Borrowing a paper lunch sack from another coworker, Kannemann gave it to Rice to put over her mouth and gave her a slap on the back. When Rice breathed into the bag for a few moments, she stopped hyperventilating and was able to recover until paramedics arrived.

"I just looked at her and remembered what I have done when I have started to hyperventilate," said Kannemann, who has been with Guardian for two years.

Kannemann said she suffers from exercise-induced asthma and has had episodes that caused her to hyperventilate in the past.

Her supervisor, Gene Hall, said Kannemann's intervention saved Rice's life.

Hall said Rice "had fallen back into my arms. I thought she was a goner."

"We are very proud of what Marti did," said Jeff Prough, president of Guardian Security Services. "We train our people to respond calmly to emergencies that are far away and over the phone. It's terrific when someone like Marti can respond the same way when the crisis is happening right in front of her."
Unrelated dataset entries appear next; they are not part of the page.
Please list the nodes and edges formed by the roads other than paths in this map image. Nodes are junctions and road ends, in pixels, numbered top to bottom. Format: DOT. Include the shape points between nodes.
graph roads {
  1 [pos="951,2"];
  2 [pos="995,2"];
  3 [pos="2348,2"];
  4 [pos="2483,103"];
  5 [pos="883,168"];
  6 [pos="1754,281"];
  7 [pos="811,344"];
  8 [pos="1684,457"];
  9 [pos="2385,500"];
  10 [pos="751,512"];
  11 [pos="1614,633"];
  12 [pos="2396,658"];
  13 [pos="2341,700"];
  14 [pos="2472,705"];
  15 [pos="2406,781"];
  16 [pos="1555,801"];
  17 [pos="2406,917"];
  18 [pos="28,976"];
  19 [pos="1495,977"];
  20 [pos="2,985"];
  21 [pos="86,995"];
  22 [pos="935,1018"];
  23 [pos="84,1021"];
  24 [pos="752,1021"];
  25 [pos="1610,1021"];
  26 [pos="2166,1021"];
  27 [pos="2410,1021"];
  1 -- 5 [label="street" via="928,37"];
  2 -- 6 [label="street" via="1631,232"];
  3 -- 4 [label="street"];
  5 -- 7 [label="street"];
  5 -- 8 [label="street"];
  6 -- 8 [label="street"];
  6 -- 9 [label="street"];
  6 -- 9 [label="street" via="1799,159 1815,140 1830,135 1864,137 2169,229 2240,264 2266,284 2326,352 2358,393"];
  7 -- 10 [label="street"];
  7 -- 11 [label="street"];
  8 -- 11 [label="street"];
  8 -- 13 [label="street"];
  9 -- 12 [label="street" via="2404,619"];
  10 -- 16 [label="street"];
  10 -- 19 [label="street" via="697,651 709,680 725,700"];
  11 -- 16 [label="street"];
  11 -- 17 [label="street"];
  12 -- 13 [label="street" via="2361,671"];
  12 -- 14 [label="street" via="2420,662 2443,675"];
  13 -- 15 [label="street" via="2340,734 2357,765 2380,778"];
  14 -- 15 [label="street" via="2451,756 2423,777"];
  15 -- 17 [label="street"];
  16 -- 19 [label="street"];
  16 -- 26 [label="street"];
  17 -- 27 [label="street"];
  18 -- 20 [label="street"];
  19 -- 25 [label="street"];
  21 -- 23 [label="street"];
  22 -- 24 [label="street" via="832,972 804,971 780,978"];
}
Rice said she "feels great now," but doesn't know what would have happened if Kannemann hadn't been there and reacted as quickly and calmly as she did.

"I thanked her for the paper bag and being there when I needed her," Rice said.

As for Kannemann: "Sometimes you're just grateful for the small things. If someone didn't have a paper bag, I wouldn't have been able to do what I did."